• _DATA TO EXAMINE_:

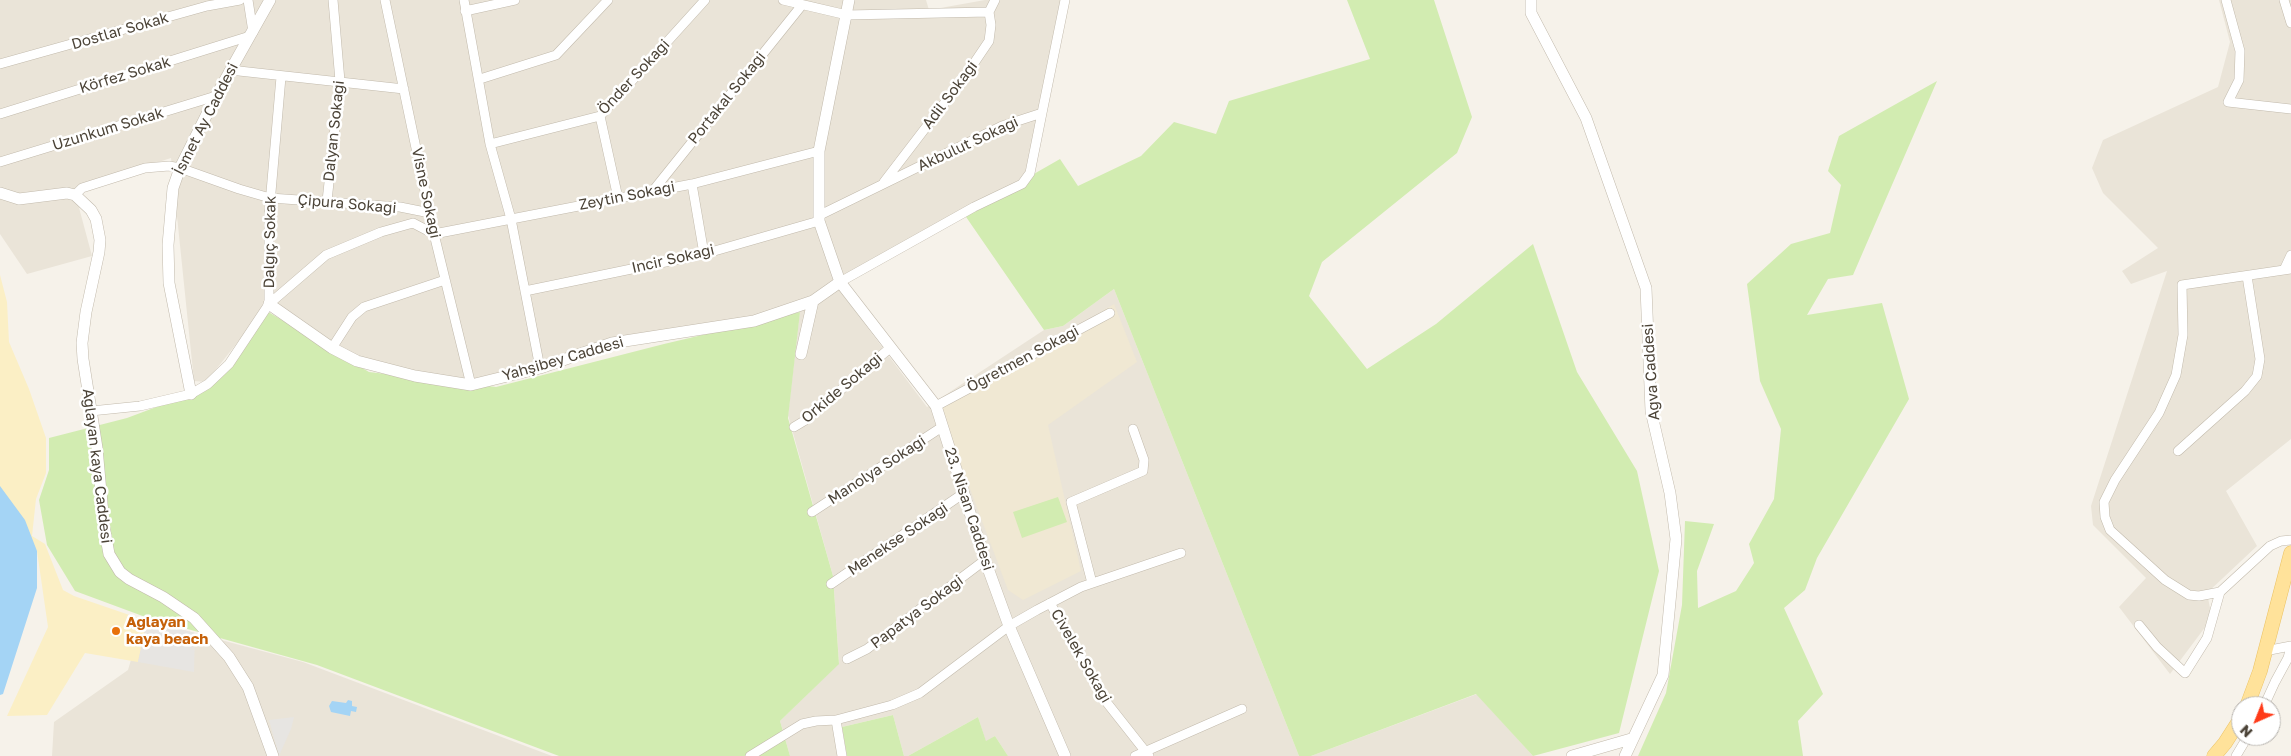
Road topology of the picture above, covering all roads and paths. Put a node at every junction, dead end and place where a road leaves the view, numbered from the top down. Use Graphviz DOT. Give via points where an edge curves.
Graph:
graph roads {
  1 [pos="240,0"];
  2 [pos="248,0"];
  3 [pos="270,0"];
  4 [pos="333,0"];
  5 [pos="385,0"];
  6 [pos="464,0"];
  7 [pos="515,0"];
  8 [pos="608,0"];
  9 [pos="705,0"];
  10 [pos="783,0"];
  11 [pos="844,0"];
  12 [pos="849,0"];
  13 [pos="995,0"];
  14 [pos="1065,0"];
  15 [pos="1531,0"];
  16 [pos="2226,0"];
  17 [pos="2284,0"];
  18 [pos="225,1"];
  19 [pos="802,5"];
  20 [pos="465,11"];
  21 [pos="989,12"];
  22 [pos="847,15"];
  23 [pos="2291,23"];
  24 [pos="251,34"];
  25 [pos="0,64"];
  26 [pos="230,70"];
  27 [pos="281,77"];
  28 [pos="480,80"];
  29 [pos="340,81"];
  30 [pos="404,89"];
  31 [pos="216,96"];
  32 [pos="2291,109"];
  33 [pos="1042,113"];
  34 [pos="0,114"];
  35 [pos="600,116"];
  36 [pos="490,144"];
  37 [pos="819,151"];
  38 [pos="0,162"];
  39 [pos="180,168"];
  40 [pos="884,182"];
  41 [pos="692,184"];
  42 [pos="652,192"];
  43 [pos="0,193"];
  44 [pos="75,195"];
  45 [pos="270,198"];
  46 [pos="618,198"];
  47 [pos="326,201"];
  48 [pos="430,213"];
  49 [pos="820,218"];
  50 [pos="511,219"];
  51 [pos="434,234"];
  52 [pos="704,254"];
  53 [pos="2291,255"];
  54 [pos="2288,270"];
  55 [pos="2247,276"];
  56 [pos="445,280"];
  57 [pos="840,282"];
  58 [pos="525,291"];
  59 [pos="813,301"];
  60 [pos="269,304"];
  61 [pos="1110,312"];
  62 [pos="332,348"];
  63 [pos="890,348"];
  64 [pos="801,354"];
  65 [pos="540,368"];
  66 [pos="471,385"];
  67 [pos="191,394"];
  68 [pos="936,406"];
  69 [pos="90,411"];
  70 [pos="794,427"];
  71 [pos="942,427"];
  72 [pos="1133,429"];
  73 [pos="2178,451"];
  74 [pos="964,493"];
  75 [pos="812,512"];
  76 [pos="2291,540"];
  77 [pos="1181,553"];
  78 [pos="2291,553"];
  79 [pos="985,560"];
  80 [pos="1092,583"];
  81 [pos="831,584"];
  82 [pos="2220,592"];
  83 [pos="1050,603"];
  84 [pos="2139,625"];
  85 [pos="1009,626"];
  86 [pos="2291,646"];
  87 [pos="2266,650"];
  88 [pos="847,659"];
  89 [pos="2250,696"];
  90 [pos="2269,696"];
  91 [pos="1242,709"];
  92 [pos="836,720"];
  93 [pos="2231,734"];
  94 [pos="1631,739"];
  95 [pos="1148,754"];
  96 [pos="272,756"];
  97 [pos="750,756"];
  98 [pos="842,756"];
  99 [pos="1065,756"];
  100 [pos="1135,756"];
  101 [pos="1572,756"];
  102 [pos="1624,756"];
  103 [pos="2214,756"];
  1 -- 18 [label="street, Dostlar Sokak"];
  2 -- 24 [label="street"];
  3 -- 24 [label="street, İsmet Ay Caddesi"];
  4 -- 29 [label="street, Dalyan Sokagi"];
  5 -- 30 [label="street, Visne Sokagi"];
  6 -- 20 [label="street"];
  7 -- 20 [label="street"];
  8 -- 28 [label="street" via="556,55"];
  9 -- 35 [label="street, Önder Sokagi"];
  10 -- 19 [label="street"];
  11 -- 22 [label="street"];
  12 -- 22 [label="street, 23. Nisan Caddesi"];
  13 -- 21 [label="street, Adil Sokagi"];
  14 -- 33 [label="street"];
  15 -- 94 [label="street, Ağva Caddesi" via="1531,13 1586,118 1646,288 1651,411 1670,492 1676,540 1663,675"];
  16 -- 32 [label="street" via="2240,51 2239,80 2228,102"];
  17 -- 23 [label="street"];
  18 -- 25 [label="street, Dostlar Sokak"];
  19 -- 22 [label="street"];
  19 -- 42 [label="street, Portakal Sokagi"];
  20 -- 28 [label="street"];
  21 -- 22 [label="street"];
  21 -- 40 [label="street, Adil Sokagi" via="992,24 989,41"];
  22 -- 37 [label="street, 23. Nisan Caddesi"];
  24 -- 26 [label="street, İsmet Ay Caddesi"];
  24 -- 34 [label="street, Körfez Sokak"];
  26 -- 27 [label="street"];
  26 -- 31 [label="street, İsmet Ay Caddesi"];
  27 -- 29 [label="street"];
  27 -- 45 [label="street, Dalgıç Sokak"];
  28 -- 36 [label="street"];
  29 -- 30 [label="street"];
  29 -- 47 [label="street, Dalyan Sokagi"];
  30 -- 48 [label="street, Visne Sokagi"];
  31 -- 38 [label="street, Uzunkum Sokak"];
  31 -- 39 [label="street, İsmet Ay Caddesi"];
  33 -- 40 [label="street, Akbulut Sokagi" via="1002,126"];
  33 -- 57 [label="street" via="1030,173 1022,184 974,207"];
  35 -- 36 [label="street, Önder Sokagi"];
  35 -- 46 [label="street"];
  36 -- 50 [label="street"];
  37 -- 41 [label="street, Zeytin Sokagi"];
  37 -- 49 [label="street, 23. Nisan Caddesi"];
  39 -- 44 [label="street, Çipura Sokagi" via="145,168 82,188"];
  39 -- 45 [label="street, Çipura Sokagi"];
  39 -- 67 [label="street, İsmet Ay Caddesi" via="173,188 168,263 171,296"];
  40 -- 49 [label="street, Akbulut Sokagi"];
  41 -- 42 [label="street, Zeytin Sokagi"];
  41 -- 52 [label="street"];
  42 -- 46 [label="street, Zeytin Sokagi"];
  43 -- 44 [label="street" via="19,199 67,193"];
  44 -- 69 [label="street, Ağlayan kaya Caddesi" via="90,210 99,229 100,240 82,342"];
  45 -- 47 [label="street, Çipura Sokagi"];
  45 -- 60 [label="street, Dalgıç Sokak"];
  46 -- 50 [label="street, Zeytin Sokagi"];
  47 -- 48 [label="street, Çipura Sokagi" via="400,207"];
  48 -- 51 [label="street, Visne Sokagi"];
  49 -- 52 [label="street, Incir Sokagi"];
  49 -- 57 [label="street, 23. Nisan Caddesi"];
  50 -- 51 [label="street, Zeytin Sokagi"];
  50 -- 58 [label="street"];
  51 -- 56 [label="street, Visne Sokagi"];
  51 -- 60 [label="street" via="413,223 381,232 326,255"];
  52 -- 58 [label="street, Incir Sokagi"];
  53 -- 54 [label="street"];
  54 -- 55 [label="street"];
  55 -- 73 [label="street" via="2260,359 2257,376 2245,391"];
  55 -- 82 [label="street" via="2182,286 2183,336 2176,375 2151,427 2115,480 2104,507 2106,524 2114,535 2180,591 2194,596"];
  56 -- 62 [label="street" via="360,309"];
  56 -- 66 [label="street, Visne Sokagi"];
  57 -- 59 [label="street, Yahşibey Caddesi"];
  57 -- 63 [label="street, 23. Nisan Caddesi"];
  58 -- 65 [label="street"];
  59 -- 64 [label="street"];
  59 -- 65 [label="street, Yahşibey Caddesi" via="754,320 612,343"];
  60 -- 62 [label="street, Yahşibey Caddesi"];
  60 -- 67 [label="street, Dalgıç Sokak" via="229,364 208,384"];
  61 -- 68 [label="street, Ögretmen Sokagi"];
  62 -- 66 [label="street, Yahşibey Caddesi" via="357,361"];
  63 -- 68 [label="street, 23. Nisan Caddesi"];
  63 -- 70 [label="street, Orkide Sokagi"];
  65 -- 66 [label="street, Yahşibey Caddesi"];
  67 -- 69 [label="street, Dalgıç Sokak" via="140,406"];
  68 -- 71 [label="street, 23. Nisan Caddesi"];
  69 -- 96 [label="street, Ağlayan kaya Caddesi" via="97,448 106,546 114,564 130,579 194,618 229,657 248,687"];
  71 -- 74 [label="street, 23. Nisan Caddesi"];
  71 -- 75 [label="street, Manolya Sokagi"];
  72 -- 80 [label="street" via="1144,460 1143,471 1071,502"];
  74 -- 79 [label="street, 23. Nisan Caddesi"];
  74 -- 81 [label="street, Menekse Sokagi"];
  76 -- 82 [label="street" via="2281,540 2270,546"];
  77 -- 80 [label="street"];
  78 -- 87 [label="main road"];
  79 -- 85 [label="street, 23. Nisan Caddesi"];
  79 -- 88 [label="street, Papatya Sokagi" via="867,649"];
  80 -- 83 [label="street"];
  82 -- 84 [label="street" via="2207,638 2185,673"];
  83 -- 85 [label="street"];
  83 -- 95 [label="street, Civelek Sokagi" via="1104,700"];
  85 -- 92 [label="street" via="920,692 892,705"];
  85 -- 99 [label="street, 23. Nisan Caddesi"];
  86 -- 87 [label="street"];
  86 -- 90 [label="street"];
  87 -- 89 [label="main road"];
  91 -- 95 [label="street"];
  92 -- 97 [label="street" via="802,724"];
  92 -- 98 [label="street"];
  93 -- 103 [label="main road"];
  94 -- 101 [label="street"];
  94 -- 102 [label="street, Ağva Caddesi"];
  95 -- 100 [label="street"];
}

• _WHAT TO DO_:
From the listing above, pick out each line where the word "Visne" appears.

• _OUTPUT BELOW_:
  5 -- 30 [label="street, Visne Sokagi"];
  30 -- 48 [label="street, Visne Sokagi"];
  48 -- 51 [label="street, Visne Sokagi"];
  51 -- 56 [label="street, Visne Sokagi"];
  56 -- 66 [label="street, Visne Sokagi"];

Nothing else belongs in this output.